The problem is that the map is not thread-safe which means that since there are several goroutines modifying the map without synchronization it may end up in an unexpected state.
func processOrders(uuids []string) error {
var errMap = make(map[string]error)
for _, uuid := range uuids {
go func(uuid string) {
orderHandle, err := GetOrder(uuid)
if err != nil {
// Data race
errMap[uuid] = err
return
}
...
}(uuid)
}
return combineErrors(errMap)
}
As expected, the same code does not compile in Rust because multiple tasks(think goroutine) may not have mutable access to a value at the same time without synchronization.
fn process_orders(uuids: Vec<String>) -> Result<(), Box<dyn std::error::Error>> {
let mut err_map = HashMap::new();
for uuid in uuids {
tokio::spawn(async {
match get_order(&uuid).await {
Err(err) => {
err_map.insert(uuid, err);
}
Ok(value) => {
// ...
}
}
});
}
combine_errors(err_map)
}
error[E0499]: cannot borrow `err_map` as mutable more than once at a time
--> src/thread_unsafe_hashmap.rs:23:28
|
23 | tokio::spawn(async {
| _________-__________________^
| |_________|
| ||
24 | || match get_order(&uuid).await {
25 | || Err(err) => {
26 | || err_map.insert(uuid, err);
| || ------- borrows occur due to use of `err_map` in generator
... ||
31 | || }
32 | || });
| ||_________^- argument requires that `err_map` is borrowed for `'static`
| |_________|
| `err_map` was mutably borrowed here in the previous iteration of the loop
The correct version is also pretty simple in this case. Use a mutex to protect the data so it can be mutate by several tasks concurrently and reference counting to ensure the every task operates on the data guarded by the same mutex.

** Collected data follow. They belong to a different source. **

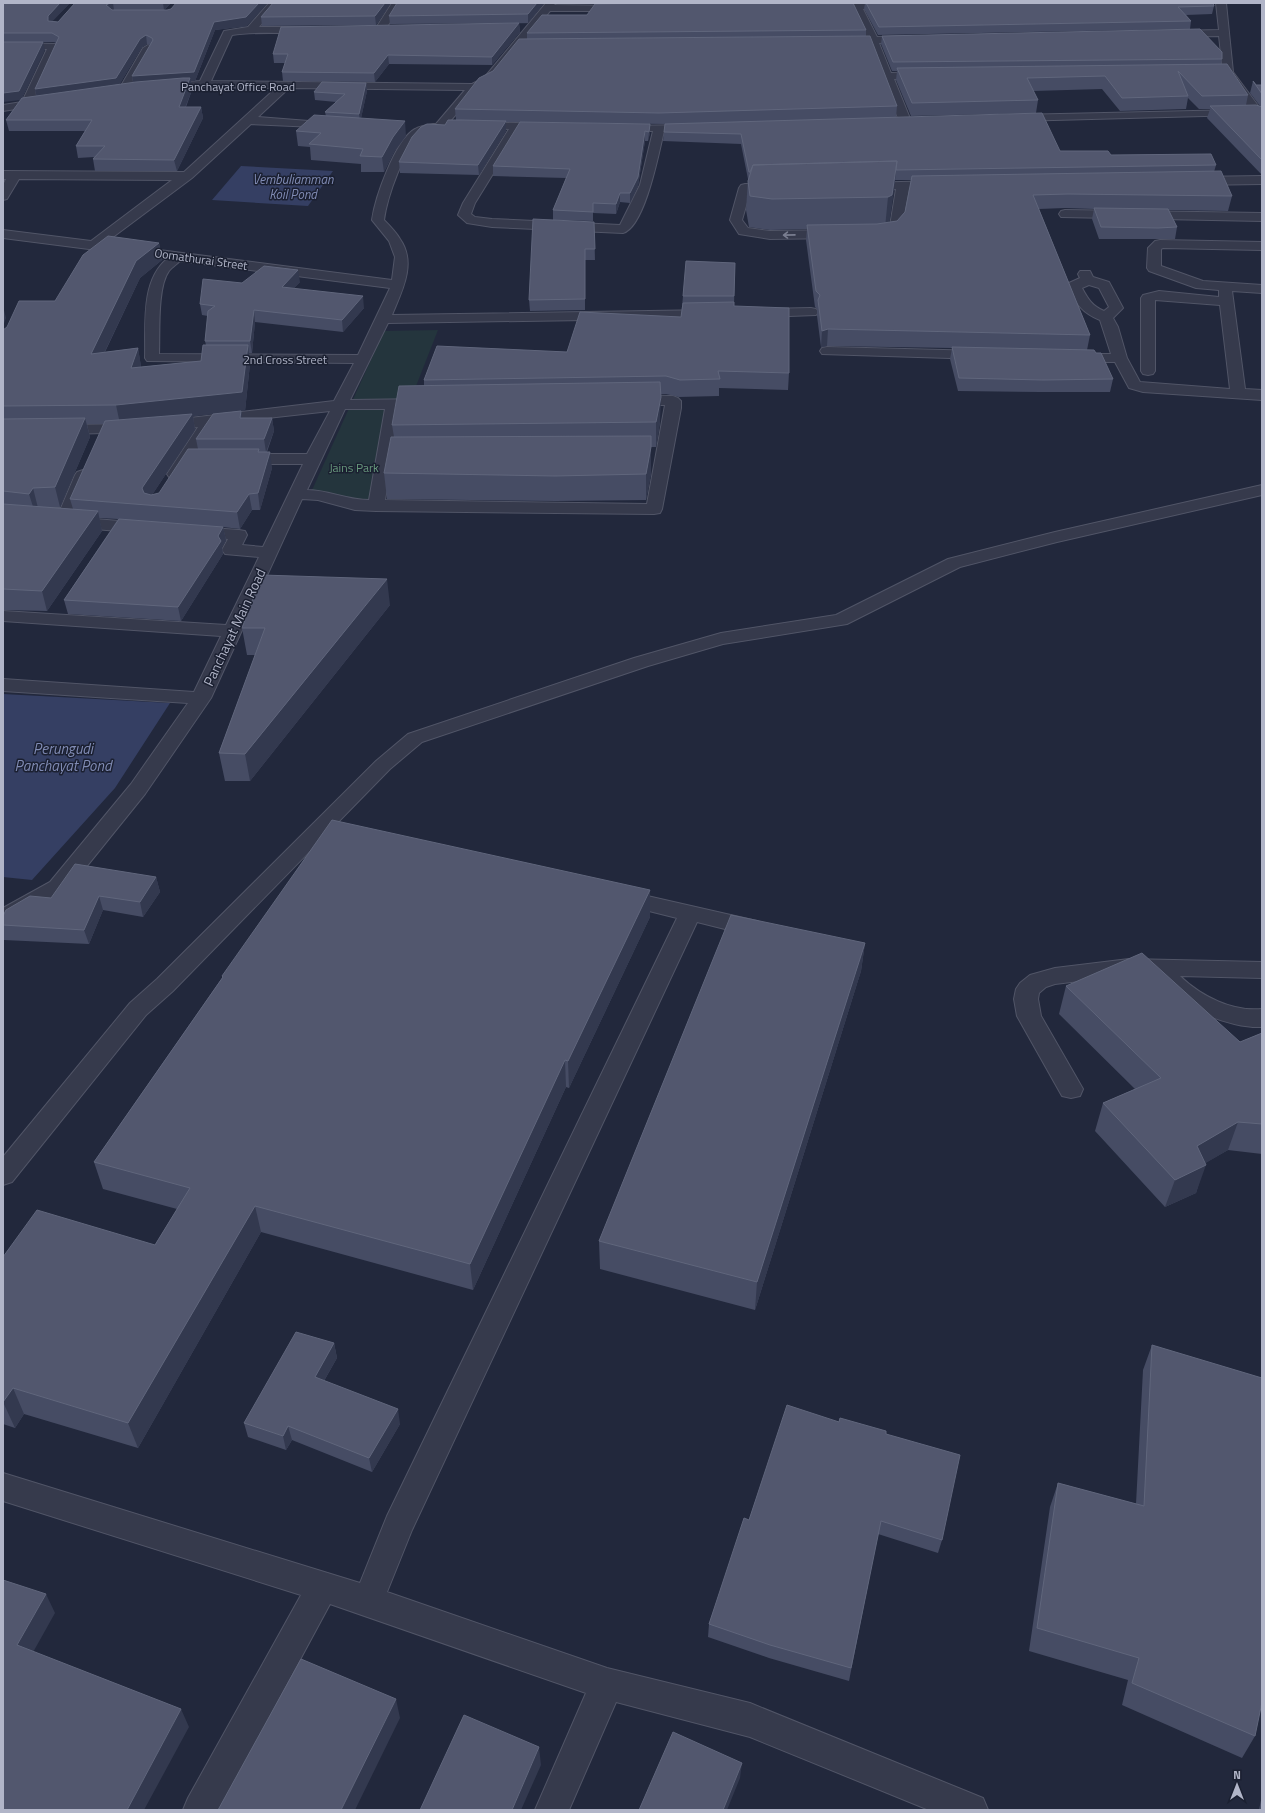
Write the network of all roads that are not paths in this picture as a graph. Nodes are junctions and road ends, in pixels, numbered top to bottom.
1 (274, 3) edge
2 (398, 3) edge
3 (1221, 3) edge
4 (549, 6) edge
5 (856, 6) junction
6 (903, 6) edge
7 (816, 7) edge
8 (634, 8) edge
9 (515, 27) edge
10 (531, 27) junction
11 (397, 28) edge
12 (254, 29) junction
13 (321, 29) edge
14 (1224, 33) junction
15 (1160, 34) edge
16 (920, 39) edge
17 (871, 42) junction
18 (3, 46) edge
19 (516, 46) junction
20 (532, 46) edge
21 (148, 48) edge
22 (935, 75) edge
23 (887, 76) junction
24 (204, 84) junction
25 (286, 85) junction
26 (474, 87) junction
27 (153, 88) edge
28 (138, 89) edge
29 (56, 101) edge
30 (26, 105) junction
31 (3, 108) edge
32 (1259, 114) edge
33 (1001, 119) edge
34 (248, 120) junction
35 (890, 122) edge
36 (440, 125) junction
37 (517, 126) junction
38 (349, 127) edge
39 (556, 127) edge
40 (707, 127) edge
41 (612, 128) edge
42 (659, 129) junction
43 (403, 131) edge
44 (418, 132) junction
45 (8, 175) edge
46 (186, 176) junction
47 (1262, 180) edge
48 (1182, 181) edge
49 (951, 185) edge
50 (902, 189) junction
51 (791, 190) edge
52 (855, 190) edge
53 (3, 196) edge
54 (1065, 214) edge
55 (1262, 217) edge
56 (3, 234) edge
57 (846, 234) edge
58 (861, 234) edge
59 (94, 245) junction
60 (1262, 246) edge
61 (178, 256) junction
62 (398, 285) junction
63 (1225, 287) junction
64 (1262, 289) edge
65 (1227, 301) junction
66 (811, 312) dead end
67 (750, 313) edge
68 (727, 314) edge
69 (383, 319) junction
70 (1109, 322) junction
71 (827, 351) edge
72 (993, 355) edge
73 (1057, 357) edge
74 (1120, 358) junction
75 (362, 359) junction
76 (1148, 370) dead end
77 (1238, 394) junction
78 (1262, 395) edge
79 (619, 401) edge
80 (440, 403) edge
81 (393, 404) junction
82 (339, 405) junction
83 (209, 422) junction
84 (3, 431) edge
85 (229, 459) edge
86 (313, 459) junction
87 (88, 464) edge
88 (167, 486) edge
89 (1262, 490) edge
90 (297, 494) junction
91 (376, 506) junction
92 (3, 513) edge
93 (3, 517) edge
94 (270, 552) junction
95 (3, 616) edge
96 (233, 630) junction
97 (3, 685) edge
98 (201, 698) junction
99 (604, 893) edge
100 (690, 914) junction
101 (3, 918) edge
102 (779, 935) edge
103 (1156, 967) junction
104 (1262, 970) edge
105 (1262, 1018) edge
106 (1070, 1089) dead end
107 (3, 1174) edge
108 (3, 1488) edge
109 (322, 1587) junction
110 (368, 1601) junction
111 (607, 1684) junction
112 (200, 1810) edge
113 (552, 1810) edge
114 (971, 1810) edge

1 - 12 street
2 - 11 street
3 - 14 street
4 - 8 street
4 - 10 street
5 - 6 street
5 - 7 street
5 - 17 street
9 - 10 street
10 - 19 street
12 - 13 street
12 - 24 street
14 - 15 street
14 - 32 street
16 - 17 street
17 - 23 street
18 - 30 street
19 - 20 street
19 - 26 street
21 - 28 street
22 - 23 street
23 - 35 street
24 - 25 street, Panchayat Office Road
24 - 27 street, Panchayat Office Road
25 - 26 street, Panchayat Office Road
25 - 34 street
26 - 36 street
29 - 30 street
30 - 31 street
32 - 33 street
34 - 38 street
34 - 46 street
36 - 37 street
36 - 44 street
37 - 39 street
37 - 42 street
40 - 42 street
41 - 42 street
43 - 44 street
44 - 62 street, Panchayat Main Road
45 - 46 street
45 - 53 street
46 - 59 street
47 - 48 street
49 - 50 street
50 - 52 street
50 - 58 street
57 -> 51 street
54 - 55 street
56 - 59 street, Oomathurai Street
59 - 61 street, Oomathurai Street
60 - 63 street
61 - 62 street, Oomathurai Street
61 - 75 street, 2nd Cross Street
62 - 69 street, Panchayat Main Road
63 - 64 street
63 - 65 street
65 - 76 street
65 - 77 street
66 - 67 street
68 - 69 street
69 - 75 street, Panchayat Main Road
70 - 70 street
70 - 74 street
71 - 72 street
73 - 74 street
74 - 77 street
75 - 82 street, Panchayat Main Road
77 - 78 street
79 - 91 street
80 - 81 street
81 - 82 street
81 - 91 street
82 - 83 street
82 - 86 street, Panchayat Main Road
83 - 84 street
83 - 88 street
85 - 86 street
86 - 90 street, Panchayat Main Road
87 - 92 street
89 - 107 street
90 - 91 street
90 - 94 street, Panchayat Main Road
93 - 94 street
94 - 96 street, Panchayat Main Road
95 - 96 street
96 - 98 street, Panchayat Main Road
97 - 98 street
98 - 101 street, Panchayat Main Road
99 - 100 street
100 - 102 street
100 - 110 street
103 - 104 street
103 - 105 street
103 - 106 street
108 - 109 street
109 - 110 street
109 - 112 street
110 - 111 street
111 - 113 street
111 - 114 street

fn process_orders_2(uuids: Vec<String>) -> Result<(), Box<dyn std::error::Error>> {
let mut err_map = Arc::new(Mutex::new(HashMap::new()));
for uuid in uuids {
let err_map_clone = Arc::clone(&err_map);
tokio::spawn(async move {
match get_order(&uuid).await {
Err(err) => {
let mut err_map = err_map_clone.lock().await;
err_map.insert(uuid, err);
}
Ok(value) => {
// ...
}
}
});
}
combine_errors(&err_map)
}
Breaking a mutex by copying it around
Function arguments are copied in Go. Its not uncommon to commit the mistake of passing a mutex by copy to multiple goroutines in order to synchronize access to a piece of data, the problem is that a mutex will be copied – including its internal state – when passed to a goroutine, which means each goroutine will have each its own mutex and all of them will be able to acquire it at the same time.
var a int
func CriticalSection(m synx.Mutex) {
m.Lock()
a += 1
m.Unlock()
}
func main() {
mutex := sync.Mutex{}
go CriticalSection(mutex) // mutex is copied
go CriticalSection(mutex) // mutex is copied
}
Rust mutexes are supposed to hold the data they protect instead of acting as a flag and when a variable is passed as argument to a function, we say that the value has been moved and it cannot be accessed using the old variable anymore, for this reason, the code does not compile.
use tokio::sync::Mutex;
fn main() {
let mutex = Mutex::new(0);
tokio::spawn(critical_section(mutex));
tokio::spawn(critical_section(mutex));
}
async fn critical_section(mutex: Mutex<i32>) {
let mut value = mutex.lock().await;
*value += 1;
}
--> src/mutex.rs:21:35
|
19 | let mutex = Mutex::new(0);
| ----- move occurs because `mutex` has type `tokio::sync::Mutex<i32>`, which does not implement the `Copy` trait
20 | tokio::spawn(critical_section(mutex));
| ----- value moved here
21 | tokio::spawn(critical_section(mutex));
| ^^^^^ value used here after move
The incorrect version does not compile and the correct version is pretty easy to write using reference couting to ensure every task uses the same mutex.
fn main() {
let mutex = Arc::new(Mutex::new(0));
tokio::spawn(critical_section(Arc::clone(&mutex)));
tokio::spawn(critical_section(Arc::clone(&mutex)));
}
async fn critical_section(mutex: Arc<Mutex<i32>>) {
let mut value = mutex.lock().await;
*value += 1;
}
Conclusion
Rust can not stop us from making every kind of mistake but it does seem like it can help us avoid at least some concurrency bugs.